ACTIVITY:
Copy all the lines of the data that include the word "杨桥湖大道".

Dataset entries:
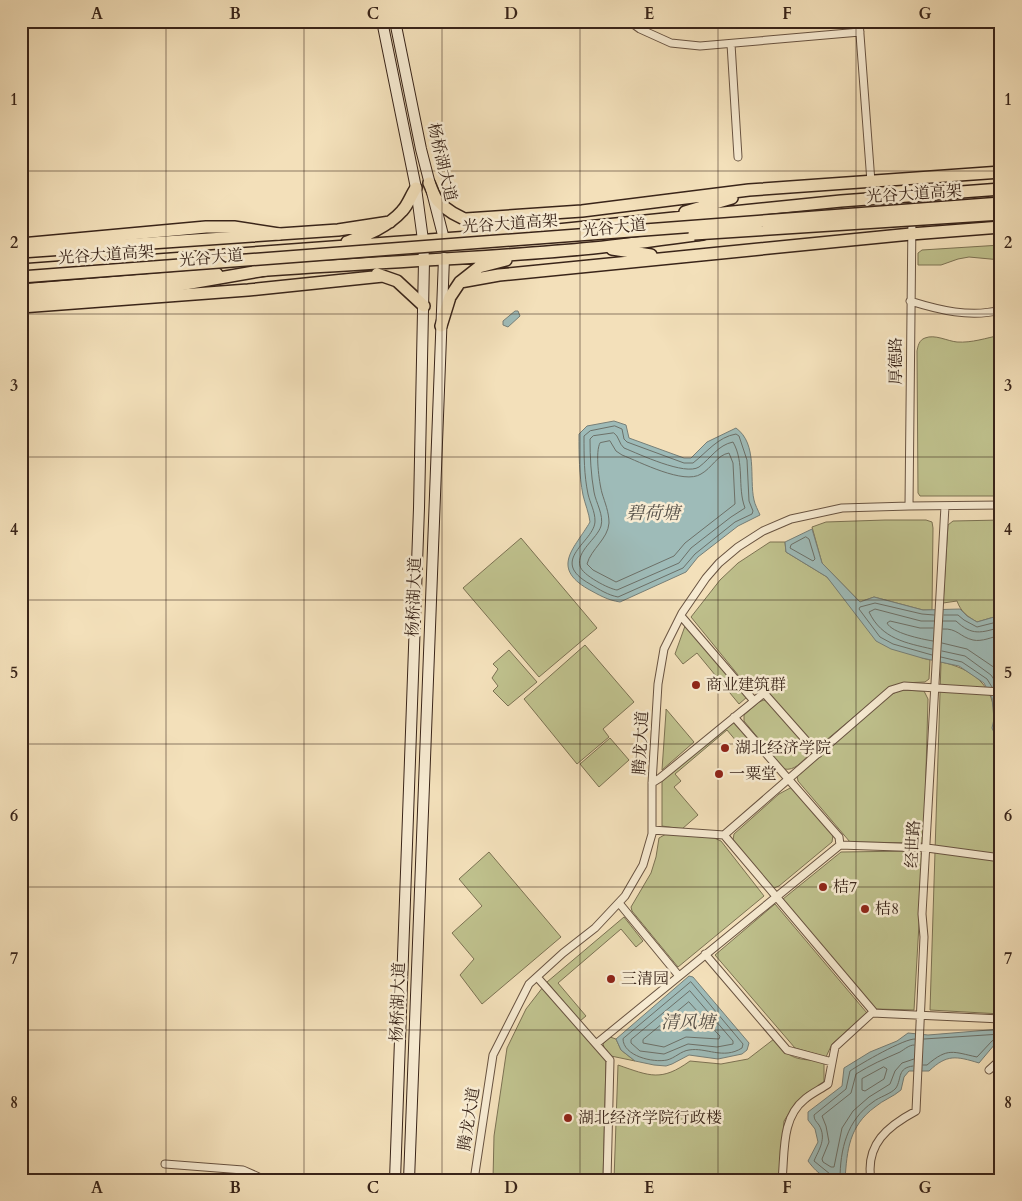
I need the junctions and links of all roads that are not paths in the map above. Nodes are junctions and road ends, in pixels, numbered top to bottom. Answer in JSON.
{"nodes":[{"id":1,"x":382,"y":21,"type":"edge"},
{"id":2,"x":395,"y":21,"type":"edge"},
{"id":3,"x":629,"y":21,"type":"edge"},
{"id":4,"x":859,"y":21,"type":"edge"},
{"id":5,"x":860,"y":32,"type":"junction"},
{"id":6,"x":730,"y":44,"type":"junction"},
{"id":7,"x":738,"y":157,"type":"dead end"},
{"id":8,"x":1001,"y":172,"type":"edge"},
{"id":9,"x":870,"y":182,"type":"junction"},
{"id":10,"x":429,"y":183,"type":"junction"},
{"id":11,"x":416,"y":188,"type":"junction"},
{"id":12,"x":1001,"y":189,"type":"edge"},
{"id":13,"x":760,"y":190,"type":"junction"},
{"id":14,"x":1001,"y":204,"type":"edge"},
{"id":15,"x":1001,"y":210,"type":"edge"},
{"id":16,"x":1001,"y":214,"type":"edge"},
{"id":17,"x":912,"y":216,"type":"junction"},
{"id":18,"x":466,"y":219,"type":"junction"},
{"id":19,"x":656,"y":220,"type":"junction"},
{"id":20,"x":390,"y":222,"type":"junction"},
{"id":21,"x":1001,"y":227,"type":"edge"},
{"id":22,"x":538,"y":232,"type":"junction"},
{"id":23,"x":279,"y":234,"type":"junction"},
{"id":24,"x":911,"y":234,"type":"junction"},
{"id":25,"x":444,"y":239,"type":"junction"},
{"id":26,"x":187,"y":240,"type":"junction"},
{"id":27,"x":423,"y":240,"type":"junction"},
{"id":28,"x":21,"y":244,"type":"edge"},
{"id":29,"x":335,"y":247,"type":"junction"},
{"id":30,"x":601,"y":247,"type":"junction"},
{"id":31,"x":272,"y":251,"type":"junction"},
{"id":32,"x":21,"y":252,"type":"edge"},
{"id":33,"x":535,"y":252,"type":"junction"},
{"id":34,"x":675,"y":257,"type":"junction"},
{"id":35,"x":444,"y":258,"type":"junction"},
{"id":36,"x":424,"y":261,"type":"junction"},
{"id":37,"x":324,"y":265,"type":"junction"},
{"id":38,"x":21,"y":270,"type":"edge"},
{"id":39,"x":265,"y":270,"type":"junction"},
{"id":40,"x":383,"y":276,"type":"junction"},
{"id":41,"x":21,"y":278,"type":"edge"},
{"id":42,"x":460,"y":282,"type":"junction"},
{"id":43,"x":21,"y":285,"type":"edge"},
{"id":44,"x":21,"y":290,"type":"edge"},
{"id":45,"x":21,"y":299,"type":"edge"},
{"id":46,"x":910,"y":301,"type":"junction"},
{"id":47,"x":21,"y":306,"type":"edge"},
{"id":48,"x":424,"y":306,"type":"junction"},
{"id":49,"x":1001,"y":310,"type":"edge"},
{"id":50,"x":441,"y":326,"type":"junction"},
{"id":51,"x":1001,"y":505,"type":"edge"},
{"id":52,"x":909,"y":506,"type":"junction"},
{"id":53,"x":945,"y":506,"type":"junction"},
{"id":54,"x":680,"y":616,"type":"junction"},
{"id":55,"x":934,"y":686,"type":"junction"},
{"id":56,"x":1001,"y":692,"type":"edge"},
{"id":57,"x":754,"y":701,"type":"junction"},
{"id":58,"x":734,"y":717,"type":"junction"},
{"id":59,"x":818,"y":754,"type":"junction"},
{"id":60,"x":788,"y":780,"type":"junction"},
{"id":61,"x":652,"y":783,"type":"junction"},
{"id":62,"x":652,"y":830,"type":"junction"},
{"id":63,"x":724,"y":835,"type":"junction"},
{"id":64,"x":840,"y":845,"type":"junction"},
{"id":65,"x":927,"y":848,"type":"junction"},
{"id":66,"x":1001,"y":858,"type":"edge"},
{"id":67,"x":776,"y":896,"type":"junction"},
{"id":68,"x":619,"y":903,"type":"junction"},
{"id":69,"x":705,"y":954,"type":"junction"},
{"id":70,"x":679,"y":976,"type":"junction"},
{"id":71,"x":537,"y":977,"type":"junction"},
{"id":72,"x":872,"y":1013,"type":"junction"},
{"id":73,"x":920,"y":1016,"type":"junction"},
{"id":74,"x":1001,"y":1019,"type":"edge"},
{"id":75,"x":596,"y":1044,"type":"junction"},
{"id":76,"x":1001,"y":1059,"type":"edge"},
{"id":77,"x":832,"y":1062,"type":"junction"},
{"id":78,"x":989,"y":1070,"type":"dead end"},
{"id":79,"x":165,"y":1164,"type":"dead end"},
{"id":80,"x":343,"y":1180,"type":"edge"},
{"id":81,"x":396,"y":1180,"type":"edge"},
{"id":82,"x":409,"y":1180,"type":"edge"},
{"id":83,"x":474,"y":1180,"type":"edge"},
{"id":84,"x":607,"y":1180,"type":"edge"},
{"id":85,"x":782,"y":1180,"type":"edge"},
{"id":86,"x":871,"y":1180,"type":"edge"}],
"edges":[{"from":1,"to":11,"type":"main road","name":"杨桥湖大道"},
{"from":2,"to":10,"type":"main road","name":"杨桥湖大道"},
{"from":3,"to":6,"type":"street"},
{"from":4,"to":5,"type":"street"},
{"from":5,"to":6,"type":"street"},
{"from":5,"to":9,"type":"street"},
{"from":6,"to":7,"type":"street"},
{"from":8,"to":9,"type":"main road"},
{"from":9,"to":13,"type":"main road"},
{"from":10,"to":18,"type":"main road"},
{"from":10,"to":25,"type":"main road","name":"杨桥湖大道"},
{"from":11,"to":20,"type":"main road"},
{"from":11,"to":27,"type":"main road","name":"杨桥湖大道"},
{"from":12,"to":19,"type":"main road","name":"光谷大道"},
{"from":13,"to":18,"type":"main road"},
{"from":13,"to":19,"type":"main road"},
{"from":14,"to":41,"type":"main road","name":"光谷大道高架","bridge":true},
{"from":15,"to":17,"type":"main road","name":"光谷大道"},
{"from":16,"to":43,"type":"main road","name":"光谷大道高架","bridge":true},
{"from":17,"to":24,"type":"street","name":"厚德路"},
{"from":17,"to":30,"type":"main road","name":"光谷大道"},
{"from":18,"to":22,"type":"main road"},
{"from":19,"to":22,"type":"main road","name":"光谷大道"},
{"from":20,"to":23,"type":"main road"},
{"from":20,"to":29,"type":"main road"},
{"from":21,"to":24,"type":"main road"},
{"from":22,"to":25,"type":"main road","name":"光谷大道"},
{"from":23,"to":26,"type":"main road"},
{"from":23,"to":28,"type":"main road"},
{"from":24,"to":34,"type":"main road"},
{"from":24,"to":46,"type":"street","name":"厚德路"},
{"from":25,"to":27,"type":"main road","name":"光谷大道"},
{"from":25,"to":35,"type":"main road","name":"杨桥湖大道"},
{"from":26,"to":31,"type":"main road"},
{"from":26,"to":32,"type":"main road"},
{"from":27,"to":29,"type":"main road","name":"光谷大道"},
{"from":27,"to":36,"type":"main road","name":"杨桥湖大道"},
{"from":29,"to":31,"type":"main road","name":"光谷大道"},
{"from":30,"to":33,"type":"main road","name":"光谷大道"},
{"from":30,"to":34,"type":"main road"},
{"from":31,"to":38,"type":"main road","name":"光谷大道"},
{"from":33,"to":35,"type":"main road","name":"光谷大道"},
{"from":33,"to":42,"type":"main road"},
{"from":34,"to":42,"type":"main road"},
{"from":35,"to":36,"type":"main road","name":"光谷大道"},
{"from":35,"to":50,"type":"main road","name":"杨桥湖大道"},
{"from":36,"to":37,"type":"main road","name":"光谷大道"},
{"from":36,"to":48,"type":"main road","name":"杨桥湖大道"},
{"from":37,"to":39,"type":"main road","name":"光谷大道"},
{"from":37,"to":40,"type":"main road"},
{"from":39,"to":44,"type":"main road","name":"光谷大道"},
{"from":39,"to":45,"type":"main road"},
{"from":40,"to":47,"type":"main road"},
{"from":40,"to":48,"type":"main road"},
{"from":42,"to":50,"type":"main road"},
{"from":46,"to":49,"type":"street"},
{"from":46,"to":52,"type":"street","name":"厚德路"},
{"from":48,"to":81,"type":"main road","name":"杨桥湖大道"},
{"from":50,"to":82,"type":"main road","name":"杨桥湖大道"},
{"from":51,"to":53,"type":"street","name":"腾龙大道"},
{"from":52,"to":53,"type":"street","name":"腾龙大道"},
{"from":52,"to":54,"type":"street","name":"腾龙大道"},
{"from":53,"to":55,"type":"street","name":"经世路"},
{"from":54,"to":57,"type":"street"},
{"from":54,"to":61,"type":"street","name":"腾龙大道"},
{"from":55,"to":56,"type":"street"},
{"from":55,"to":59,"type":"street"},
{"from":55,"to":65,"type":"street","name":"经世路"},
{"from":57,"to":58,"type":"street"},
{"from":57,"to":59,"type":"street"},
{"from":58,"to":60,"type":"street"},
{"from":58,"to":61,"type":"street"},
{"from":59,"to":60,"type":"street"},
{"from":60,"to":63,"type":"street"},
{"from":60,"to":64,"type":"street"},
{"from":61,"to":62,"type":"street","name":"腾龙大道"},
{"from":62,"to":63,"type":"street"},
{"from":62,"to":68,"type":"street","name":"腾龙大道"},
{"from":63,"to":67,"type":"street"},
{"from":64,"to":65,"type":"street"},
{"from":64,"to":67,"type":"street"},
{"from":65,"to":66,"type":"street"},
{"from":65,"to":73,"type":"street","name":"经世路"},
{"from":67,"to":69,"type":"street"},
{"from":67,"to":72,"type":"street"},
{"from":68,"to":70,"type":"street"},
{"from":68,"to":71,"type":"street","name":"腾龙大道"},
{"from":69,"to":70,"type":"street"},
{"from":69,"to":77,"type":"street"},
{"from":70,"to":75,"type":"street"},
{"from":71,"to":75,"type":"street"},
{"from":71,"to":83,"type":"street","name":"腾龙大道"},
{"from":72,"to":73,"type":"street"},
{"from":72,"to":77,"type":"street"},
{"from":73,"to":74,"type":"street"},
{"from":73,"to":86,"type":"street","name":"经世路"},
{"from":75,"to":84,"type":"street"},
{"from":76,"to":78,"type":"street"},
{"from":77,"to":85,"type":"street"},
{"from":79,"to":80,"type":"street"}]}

ANSWER FOR THE TASK:
"edges":[{"from":1,"to":11,"type":"main road","name":"杨桥湖大道"},
{"from":2,"to":10,"type":"main road","name":"杨桥湖大道"},
{"from":10,"to":25,"type":"main road","name":"杨桥湖大道"},
{"from":11,"to":27,"type":"main road","name":"杨桥湖大道"},
{"from":25,"to":35,"type":"main road","name":"杨桥湖大道"},
{"from":27,"to":36,"type":"main road","name":"杨桥湖大道"},
{"from":35,"to":50,"type":"main road","name":"杨桥湖大道"},
{"from":36,"to":48,"type":"main road","name":"杨桥湖大道"},
{"from":48,"to":81,"type":"main road","name":"杨桥湖大道"},
{"from":50,"to":82,"type":"main road","name":"杨桥湖大道"},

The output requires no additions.